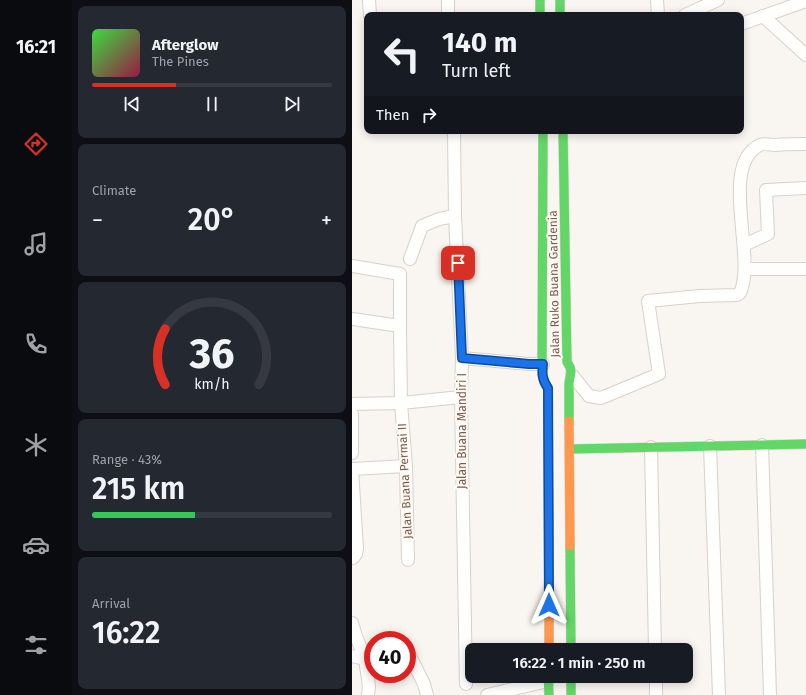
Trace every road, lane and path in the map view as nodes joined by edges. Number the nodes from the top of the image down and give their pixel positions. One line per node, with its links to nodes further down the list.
1 (369, 0): 8 (street)
2 (448, 0): 9 (street)
3 (540, 0): 10 (street)
4 (560, 0): 11 (street)
5 (657, 0): 12 (street)
6 (718, 0): 13 (street)
7 (806, 1): 14 (street)
8 (370, 12)
9 (448, 12)
10 (540, 12)
11 (560, 12)
12 (658, 12)
13 (692, 12)
14 (763, 16): 15 (street); 16 (street)
15 (744, 23)
16 (806, 55)
17 (454, 134): 22 (street, Jalan Buana Mandiri I)
18 (543, 134): 31 (street, Jalan Ruko Buana Gardenia)
19 (563, 134): 32 (street, Jalan Ruko Buana Gardenia)
20 (806, 144): 23 (street)
21 (806, 188): 23 (street)
22 (455, 216): 24 (street); 30 (street, Jalan Buana Mandiri I)
23 (744, 245): 26 (street)
24 (410, 259)
25 (352, 266): 29 (street, Jalan Buana Permai II)
26 (745, 269): 27 (street); 33 (street)
27 (806, 269)
28 (352, 319): 29 (street)
29 (400, 326): 35 (street, Jalan Buana Permai II)
30 (462, 358): 31 (street); 34 (street, Jalan Buana Mandiri I)
31 (550, 360): 32 (street); 45 (street, Jalan Ruko Buana Gardenia)
32 (567, 362): 33 (street, Jalan Ruko Buana Gardenia)
33 (572, 375): 42 (street, Jalan Ruko Buana Gardenia)
34 (461, 397): 35 (street); 62 (street, Jalan Buana Mandiri I)
35 (401, 403): 36 (street); 44 (street, Jalan Buana Permai II)
36 (352, 404)
37 (352, 414): 43 (street)
38 (806, 444): 39 (street)
39 (762, 445): 40 (street); 70 (street)
40 (710, 446): 41 (street); 69 (street)
41 (651, 447): 42 (street); 52 (street)
42 (570, 449): 46 (street, Jalan Ruko Buana Gardenia)
43 (352, 453)
44 (406, 466): 47 (street); 48 (street, Jalan Buana Permai II)
45 (549, 529): 46 (street); 50 (street, Jalan Ruko Buana Gardenia)
46 (571, 529): 51 (street, Jalan Ruko Buana Gardenia)
47 (352, 558)
48 (408, 560)
49 (352, 623): 53 (street)
50 (549, 643)
51 (571, 643)
52 (656, 643)
53 (364, 648)
54 (352, 656): 55 (street)
55 (364, 658)
56 (416, 668): 64 (street)
57 (369, 683): 63 (street)
58 (530, 683): 65 (street)
59 (548, 683): 66 (street)
60 (571, 683): 67 (street)
61 (656, 683): 68 (street)
62 (466, 684)
63 (368, 695)
64 (427, 695)
65 (487, 695)
66 (549, 695)
67 (571, 695)
68 (656, 695)
69 (719, 695)
70 (770, 695)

------------------------------------

**EXERCISE DETAILS:** Could you give all of the data again exactly as written, omitting any pictures?

**RESULT OF THIS TASK:**
Trace every road, lane and path in the map view as nodes joined by edges. Number the nodes from the top of the image down and give their pixel positions. One line per node, with its links to nodes further down the list.
1 (369, 0): 8 (street)
2 (448, 0): 9 (street)
3 (540, 0): 10 (street)
4 (560, 0): 11 (street)
5 (657, 0): 12 (street)
6 (718, 0): 13 (street)
7 (806, 1): 14 (street)
8 (370, 12)
9 (448, 12)
10 (540, 12)
11 (560, 12)
12 (658, 12)
13 (692, 12)
14 (763, 16): 15 (street); 16 (street)
15 (744, 23)
16 (806, 55)
17 (454, 134): 22 (street, Jalan Buana Mandiri I)
18 (543, 134): 31 (street, Jalan Ruko Buana Gardenia)
19 (563, 134): 32 (street, Jalan Ruko Buana Gardenia)
20 (806, 144): 23 (street)
21 (806, 188): 23 (street)
22 (455, 216): 24 (street); 30 (street, Jalan Buana Mandiri I)
23 (744, 245): 26 (street)
24 (410, 259)
25 (352, 266): 29 (street, Jalan Buana Permai II)
26 (745, 269): 27 (street); 33 (street)
27 (806, 269)
28 (352, 319): 29 (street)
29 (400, 326): 35 (street, Jalan Buana Permai II)
30 (462, 358): 31 (street); 34 (street, Jalan Buana Mandiri I)
31 (550, 360): 32 (street); 45 (street, Jalan Ruko Buana Gardenia)
32 (567, 362): 33 (street, Jalan Ruko Buana Gardenia)
33 (572, 375): 42 (street, Jalan Ruko Buana Gardenia)
34 (461, 397): 35 (street); 62 (street, Jalan Buana Mandiri I)
35 (401, 403): 36 (street); 44 (street, Jalan Buana Permai II)
36 (352, 404)
37 (352, 414): 43 (street)
38 (806, 444): 39 (street)
39 (762, 445): 40 (street); 70 (street)
40 (710, 446): 41 (street); 69 (street)
41 (651, 447): 42 (street); 52 (street)
42 (570, 449): 46 (street, Jalan Ruko Buana Gardenia)
43 (352, 453)
44 (406, 466): 47 (street); 48 (street, Jalan Buana Permai II)
45 (549, 529): 46 (street); 50 (street, Jalan Ruko Buana Gardenia)
46 (571, 529): 51 (street, Jalan Ruko Buana Gardenia)
47 (352, 558)
48 (408, 560)
49 (352, 623): 53 (street)
50 (549, 643)
51 (571, 643)
52 (656, 643)
53 (364, 648)
54 (352, 656): 55 (street)
55 (364, 658)
56 (416, 668): 64 (street)
57 (369, 683): 63 (street)
58 (530, 683): 65 (street)
59 (548, 683): 66 (street)
60 (571, 683): 67 (street)
61 (656, 683): 68 (street)
62 (466, 684)
63 (368, 695)
64 (427, 695)
65 (487, 695)
66 (549, 695)
67 (571, 695)
68 (656, 695)
69 (719, 695)
70 (770, 695)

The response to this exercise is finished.